Am 3.9.1965, gegen 20.45 Uhr, suchten sieben sowjetische Soldaten aus dem Armeelager Lossa, [Kreis] Nebra, [Bezirk] Halle, die Gaststätte in Lossa auf, wo sie von dem Gastwirt Wodka und Bier verlangten. Der Gastwirt kam diesem Verlangen jedoch nicht nach und wies darauf hin, dass es von der sowjetischen Kommandantur verboten wurde, alkoholische Getränke an sowjetische Armeeangehörige zu verkaufen.

Anschließend verwies der Wirt die Soldaten aus der Gaststätte.

Da die Armeeangehörigen dieser Aufforderung nicht nachkamen, wollte der Wirt die Kommandantur anrufen. Zu diesem Zweck begab er sich in ein Nebenzimmer. Dabei folgten ihm drei Soldaten, die eine Verständigung der Kommandantur verhinderten.
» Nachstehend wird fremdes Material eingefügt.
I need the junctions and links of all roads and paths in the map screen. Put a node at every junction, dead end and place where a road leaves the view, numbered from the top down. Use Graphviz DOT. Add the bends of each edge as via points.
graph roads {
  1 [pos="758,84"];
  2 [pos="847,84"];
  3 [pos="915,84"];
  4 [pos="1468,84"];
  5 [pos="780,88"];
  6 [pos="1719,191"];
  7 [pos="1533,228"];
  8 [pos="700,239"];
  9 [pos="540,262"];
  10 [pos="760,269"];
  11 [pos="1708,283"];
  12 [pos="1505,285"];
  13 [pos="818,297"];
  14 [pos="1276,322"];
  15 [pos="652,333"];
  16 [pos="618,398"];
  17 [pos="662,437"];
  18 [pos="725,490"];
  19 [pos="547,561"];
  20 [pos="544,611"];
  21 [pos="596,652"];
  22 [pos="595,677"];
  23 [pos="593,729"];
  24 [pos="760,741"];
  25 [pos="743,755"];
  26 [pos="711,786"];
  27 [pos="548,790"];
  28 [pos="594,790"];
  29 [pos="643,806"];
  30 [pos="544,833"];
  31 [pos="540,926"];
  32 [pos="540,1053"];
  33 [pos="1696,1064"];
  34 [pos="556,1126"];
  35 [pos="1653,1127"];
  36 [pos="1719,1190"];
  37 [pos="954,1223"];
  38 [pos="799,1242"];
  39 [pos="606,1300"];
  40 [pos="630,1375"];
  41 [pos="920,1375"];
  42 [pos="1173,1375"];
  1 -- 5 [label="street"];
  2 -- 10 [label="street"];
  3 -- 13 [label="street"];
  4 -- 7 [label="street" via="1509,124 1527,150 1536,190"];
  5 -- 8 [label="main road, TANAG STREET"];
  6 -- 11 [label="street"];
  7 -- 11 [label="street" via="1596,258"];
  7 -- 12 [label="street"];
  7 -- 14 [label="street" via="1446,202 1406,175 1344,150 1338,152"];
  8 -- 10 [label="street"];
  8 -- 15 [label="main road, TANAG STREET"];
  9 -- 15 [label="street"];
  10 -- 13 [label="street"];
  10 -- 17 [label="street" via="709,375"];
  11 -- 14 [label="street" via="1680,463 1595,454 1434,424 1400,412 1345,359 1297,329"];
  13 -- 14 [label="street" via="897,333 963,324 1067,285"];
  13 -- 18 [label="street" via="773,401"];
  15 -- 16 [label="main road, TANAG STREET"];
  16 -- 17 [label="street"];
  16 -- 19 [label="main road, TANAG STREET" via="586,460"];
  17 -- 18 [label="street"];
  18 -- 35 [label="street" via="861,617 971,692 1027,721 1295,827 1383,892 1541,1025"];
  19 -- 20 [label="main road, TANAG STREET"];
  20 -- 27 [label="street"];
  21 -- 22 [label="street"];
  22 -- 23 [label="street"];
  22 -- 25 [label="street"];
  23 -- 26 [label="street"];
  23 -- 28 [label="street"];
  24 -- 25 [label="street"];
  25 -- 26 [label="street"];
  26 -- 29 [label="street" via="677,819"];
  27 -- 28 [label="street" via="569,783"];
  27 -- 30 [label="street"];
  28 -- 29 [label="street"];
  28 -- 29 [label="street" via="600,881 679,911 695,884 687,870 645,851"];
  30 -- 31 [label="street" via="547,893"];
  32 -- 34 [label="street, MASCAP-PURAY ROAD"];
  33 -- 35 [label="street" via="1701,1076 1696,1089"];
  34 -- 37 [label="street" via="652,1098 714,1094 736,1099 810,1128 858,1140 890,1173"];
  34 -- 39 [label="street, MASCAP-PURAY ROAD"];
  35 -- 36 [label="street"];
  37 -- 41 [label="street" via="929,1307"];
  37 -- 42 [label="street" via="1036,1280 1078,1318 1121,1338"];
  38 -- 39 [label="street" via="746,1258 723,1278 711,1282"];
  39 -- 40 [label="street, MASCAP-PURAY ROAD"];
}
Als auch die weiteren Bemühungen des Wirtes ohne Erfolg blieben, forderte er einen Gast – [Vorname Name 1] – auf, ihm behilflich zu sein.

Beide brachten daraufhin die sowjetischen Soldaten vor die Tür der Gaststätte. Ein weiterer hinzukommender Gast – [Name 2] – wurde von einem sowjetischen Soldaten von der Haustür auf die Straße gezogen.

Durch die andauernden Streitereien und Auseinandersetzungen vor der Tür wurden die weiteren in der Gaststätte befindlichen 26 Gäste – vorwiegend Fußballsportler – aufmerksam. Sie begaben sich ebenfalls auf die Straße und versuchten die Auseinandersetzungen zu beenden. Dabei entwickelte sich eine Schlägerei, woran sich sechs Sportler beteiligten. Erst durch das Eingreifen weiterer Sportler wurde die Schlägerei beendet.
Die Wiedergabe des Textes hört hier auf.